→ Description of the task: Transcribe the listing word for word. Begin at its first line and end with the line containing "Build a routing".

======== Exercise material

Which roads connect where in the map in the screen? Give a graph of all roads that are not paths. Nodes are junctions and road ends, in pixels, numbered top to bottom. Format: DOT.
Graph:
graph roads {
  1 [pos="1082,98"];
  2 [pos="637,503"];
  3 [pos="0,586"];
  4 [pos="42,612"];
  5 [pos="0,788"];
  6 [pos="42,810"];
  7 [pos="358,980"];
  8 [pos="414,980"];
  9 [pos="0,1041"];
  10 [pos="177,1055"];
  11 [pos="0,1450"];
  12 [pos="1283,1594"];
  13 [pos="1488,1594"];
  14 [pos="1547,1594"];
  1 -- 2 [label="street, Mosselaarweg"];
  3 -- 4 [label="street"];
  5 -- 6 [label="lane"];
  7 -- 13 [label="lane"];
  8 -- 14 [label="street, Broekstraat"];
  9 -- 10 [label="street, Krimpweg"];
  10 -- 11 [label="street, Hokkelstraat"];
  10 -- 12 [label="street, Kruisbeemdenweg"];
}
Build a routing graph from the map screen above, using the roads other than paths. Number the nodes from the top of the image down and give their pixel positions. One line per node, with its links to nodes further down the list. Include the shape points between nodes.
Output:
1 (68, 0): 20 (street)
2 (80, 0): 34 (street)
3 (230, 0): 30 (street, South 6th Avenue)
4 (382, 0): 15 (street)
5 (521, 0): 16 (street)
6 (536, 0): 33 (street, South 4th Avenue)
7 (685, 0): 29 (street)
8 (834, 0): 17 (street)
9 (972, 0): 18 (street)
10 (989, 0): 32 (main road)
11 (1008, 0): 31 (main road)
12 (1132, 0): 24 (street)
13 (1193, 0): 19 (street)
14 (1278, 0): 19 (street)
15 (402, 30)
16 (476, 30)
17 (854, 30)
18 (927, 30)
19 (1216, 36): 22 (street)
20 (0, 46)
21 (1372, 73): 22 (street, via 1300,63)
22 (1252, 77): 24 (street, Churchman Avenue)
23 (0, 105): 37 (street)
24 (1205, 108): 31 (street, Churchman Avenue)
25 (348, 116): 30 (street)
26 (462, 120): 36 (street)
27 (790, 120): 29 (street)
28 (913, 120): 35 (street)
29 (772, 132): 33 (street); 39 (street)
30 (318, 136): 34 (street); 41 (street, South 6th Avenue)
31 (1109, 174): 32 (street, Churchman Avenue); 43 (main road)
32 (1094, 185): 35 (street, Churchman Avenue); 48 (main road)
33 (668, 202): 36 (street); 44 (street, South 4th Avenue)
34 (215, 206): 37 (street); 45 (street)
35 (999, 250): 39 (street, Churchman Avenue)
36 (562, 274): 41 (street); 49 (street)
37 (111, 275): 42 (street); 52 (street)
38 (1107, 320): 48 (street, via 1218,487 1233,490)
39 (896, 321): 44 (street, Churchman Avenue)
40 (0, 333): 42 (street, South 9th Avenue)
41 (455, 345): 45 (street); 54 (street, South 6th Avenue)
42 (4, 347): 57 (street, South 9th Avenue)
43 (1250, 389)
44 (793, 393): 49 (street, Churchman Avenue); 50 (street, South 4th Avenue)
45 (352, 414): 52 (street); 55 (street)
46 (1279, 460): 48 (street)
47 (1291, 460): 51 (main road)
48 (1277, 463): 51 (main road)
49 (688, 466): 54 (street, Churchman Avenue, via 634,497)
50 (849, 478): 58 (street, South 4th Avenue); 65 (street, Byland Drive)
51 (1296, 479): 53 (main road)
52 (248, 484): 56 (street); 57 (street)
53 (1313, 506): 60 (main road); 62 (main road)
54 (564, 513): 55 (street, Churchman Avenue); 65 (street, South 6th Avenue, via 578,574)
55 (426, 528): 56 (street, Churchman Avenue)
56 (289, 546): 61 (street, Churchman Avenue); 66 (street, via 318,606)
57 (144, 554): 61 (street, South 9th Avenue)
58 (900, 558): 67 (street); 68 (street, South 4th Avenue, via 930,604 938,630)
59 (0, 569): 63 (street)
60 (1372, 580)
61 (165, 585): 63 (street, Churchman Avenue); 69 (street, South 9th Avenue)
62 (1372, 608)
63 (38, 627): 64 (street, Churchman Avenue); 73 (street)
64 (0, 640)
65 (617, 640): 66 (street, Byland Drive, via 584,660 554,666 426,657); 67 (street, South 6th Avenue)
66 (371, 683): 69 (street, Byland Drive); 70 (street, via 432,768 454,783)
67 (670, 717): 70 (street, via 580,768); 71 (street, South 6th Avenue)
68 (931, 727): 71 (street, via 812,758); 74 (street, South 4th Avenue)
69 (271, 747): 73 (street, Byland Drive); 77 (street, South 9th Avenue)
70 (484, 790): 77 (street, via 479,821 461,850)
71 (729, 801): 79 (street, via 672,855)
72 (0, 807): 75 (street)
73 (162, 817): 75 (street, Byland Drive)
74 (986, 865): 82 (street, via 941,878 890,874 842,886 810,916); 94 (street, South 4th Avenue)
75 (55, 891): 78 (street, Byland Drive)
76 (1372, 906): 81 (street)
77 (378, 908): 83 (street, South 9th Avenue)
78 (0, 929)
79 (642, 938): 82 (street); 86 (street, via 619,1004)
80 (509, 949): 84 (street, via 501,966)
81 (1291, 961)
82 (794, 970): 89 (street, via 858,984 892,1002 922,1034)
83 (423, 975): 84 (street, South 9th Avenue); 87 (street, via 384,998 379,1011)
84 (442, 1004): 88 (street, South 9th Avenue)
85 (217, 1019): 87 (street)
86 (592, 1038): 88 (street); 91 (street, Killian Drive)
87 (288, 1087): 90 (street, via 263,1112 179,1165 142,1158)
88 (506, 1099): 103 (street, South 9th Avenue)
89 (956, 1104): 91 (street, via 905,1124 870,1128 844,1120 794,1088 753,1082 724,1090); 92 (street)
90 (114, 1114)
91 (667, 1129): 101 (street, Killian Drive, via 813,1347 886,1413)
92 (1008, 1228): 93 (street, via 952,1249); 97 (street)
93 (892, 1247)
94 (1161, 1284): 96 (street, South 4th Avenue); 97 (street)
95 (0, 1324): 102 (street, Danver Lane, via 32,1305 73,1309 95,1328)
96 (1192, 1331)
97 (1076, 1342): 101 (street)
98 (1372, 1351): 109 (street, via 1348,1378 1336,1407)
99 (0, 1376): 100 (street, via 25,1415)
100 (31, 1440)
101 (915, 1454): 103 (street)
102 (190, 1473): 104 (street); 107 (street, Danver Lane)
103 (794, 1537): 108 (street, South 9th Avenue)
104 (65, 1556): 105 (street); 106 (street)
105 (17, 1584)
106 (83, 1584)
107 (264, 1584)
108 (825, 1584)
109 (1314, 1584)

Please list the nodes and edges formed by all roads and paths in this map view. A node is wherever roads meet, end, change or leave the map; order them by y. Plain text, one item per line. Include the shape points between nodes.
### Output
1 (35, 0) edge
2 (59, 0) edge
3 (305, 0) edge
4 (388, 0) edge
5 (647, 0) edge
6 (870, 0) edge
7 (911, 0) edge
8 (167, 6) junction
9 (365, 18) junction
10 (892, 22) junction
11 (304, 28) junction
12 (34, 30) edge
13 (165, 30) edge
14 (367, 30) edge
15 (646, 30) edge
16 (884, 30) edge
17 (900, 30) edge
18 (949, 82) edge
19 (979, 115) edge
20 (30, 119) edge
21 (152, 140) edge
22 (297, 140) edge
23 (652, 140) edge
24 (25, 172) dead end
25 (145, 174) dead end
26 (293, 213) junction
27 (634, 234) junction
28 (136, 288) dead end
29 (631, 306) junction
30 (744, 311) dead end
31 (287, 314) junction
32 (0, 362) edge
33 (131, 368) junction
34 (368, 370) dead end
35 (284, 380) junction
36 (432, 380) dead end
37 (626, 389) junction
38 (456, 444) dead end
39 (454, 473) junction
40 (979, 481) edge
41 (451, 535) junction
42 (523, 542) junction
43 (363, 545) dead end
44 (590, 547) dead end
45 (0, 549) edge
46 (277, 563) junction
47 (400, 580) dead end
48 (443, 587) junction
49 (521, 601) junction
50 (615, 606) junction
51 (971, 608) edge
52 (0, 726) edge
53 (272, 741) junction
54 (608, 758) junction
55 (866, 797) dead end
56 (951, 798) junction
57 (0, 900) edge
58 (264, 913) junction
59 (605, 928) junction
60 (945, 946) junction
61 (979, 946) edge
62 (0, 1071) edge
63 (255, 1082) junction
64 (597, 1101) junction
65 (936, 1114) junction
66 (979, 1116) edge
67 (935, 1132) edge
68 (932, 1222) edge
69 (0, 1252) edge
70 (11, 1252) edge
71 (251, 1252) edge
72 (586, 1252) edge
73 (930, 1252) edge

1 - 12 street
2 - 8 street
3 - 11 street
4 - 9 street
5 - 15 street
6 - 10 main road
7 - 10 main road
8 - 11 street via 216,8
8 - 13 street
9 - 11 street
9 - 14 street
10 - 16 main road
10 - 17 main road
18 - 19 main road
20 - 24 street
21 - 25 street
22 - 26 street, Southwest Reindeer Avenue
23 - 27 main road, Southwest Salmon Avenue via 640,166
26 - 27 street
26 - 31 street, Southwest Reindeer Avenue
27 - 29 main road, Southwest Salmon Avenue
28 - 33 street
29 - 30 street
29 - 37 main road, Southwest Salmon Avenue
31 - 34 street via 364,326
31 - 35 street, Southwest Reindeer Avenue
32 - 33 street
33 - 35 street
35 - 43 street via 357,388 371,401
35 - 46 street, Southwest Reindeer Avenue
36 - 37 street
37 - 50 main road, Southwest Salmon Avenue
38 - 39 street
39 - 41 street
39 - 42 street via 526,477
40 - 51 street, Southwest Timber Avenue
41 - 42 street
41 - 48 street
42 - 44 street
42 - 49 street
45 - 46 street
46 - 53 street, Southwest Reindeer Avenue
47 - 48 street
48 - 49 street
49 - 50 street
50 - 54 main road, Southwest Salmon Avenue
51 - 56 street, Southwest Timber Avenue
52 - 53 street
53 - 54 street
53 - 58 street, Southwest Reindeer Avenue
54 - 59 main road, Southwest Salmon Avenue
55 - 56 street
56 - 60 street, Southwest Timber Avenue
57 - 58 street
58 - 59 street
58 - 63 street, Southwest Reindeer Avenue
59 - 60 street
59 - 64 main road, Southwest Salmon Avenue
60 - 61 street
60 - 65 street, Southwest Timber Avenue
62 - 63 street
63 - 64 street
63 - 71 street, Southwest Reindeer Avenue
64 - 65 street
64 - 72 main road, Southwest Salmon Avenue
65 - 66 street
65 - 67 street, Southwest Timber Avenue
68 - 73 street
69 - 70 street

================

→ Written reply:
Which roads connect where in the map in the screen? Give a graph of all roads that are not paths. Nodes are junctions and road ends, in pixels, numbered top to bottom. Format: DOT.
Graph:
graph roads {
  1 [pos="1082,98"];
  2 [pos="637,503"];
  3 [pos="0,586"];
  4 [pos="42,612"];
  5 [pos="0,788"];
  6 [pos="42,810"];
  7 [pos="358,980"];
  8 [pos="414,980"];
  9 [pos="0,1041"];
  10 [pos="177,1055"];
  11 [pos="0,1450"];
  12 [pos="1283,1594"];
  13 [pos="1488,1594"];
  14 [pos="1547,1594"];
  1 -- 2 [label="street, Mosselaarweg"];
  3 -- 4 [label="street"];
  5 -- 6 [label="lane"];
  7 -- 13 [label="lane"];
  8 -- 14 [label="street, Broekstraat"];
  9 -- 10 [label="street, Krimpweg"];
  10 -- 11 [label="street, Hokkelstraat"];
  10 -- 12 [label="street, Kruisbeemdenweg"];
}
Build a routing graph from the map screen above, using the roads other than paths. Number the nodes from the top of the image down and give their pixel positions. One line per node, with its links to nodes further down the list. Include the shape points between nodes.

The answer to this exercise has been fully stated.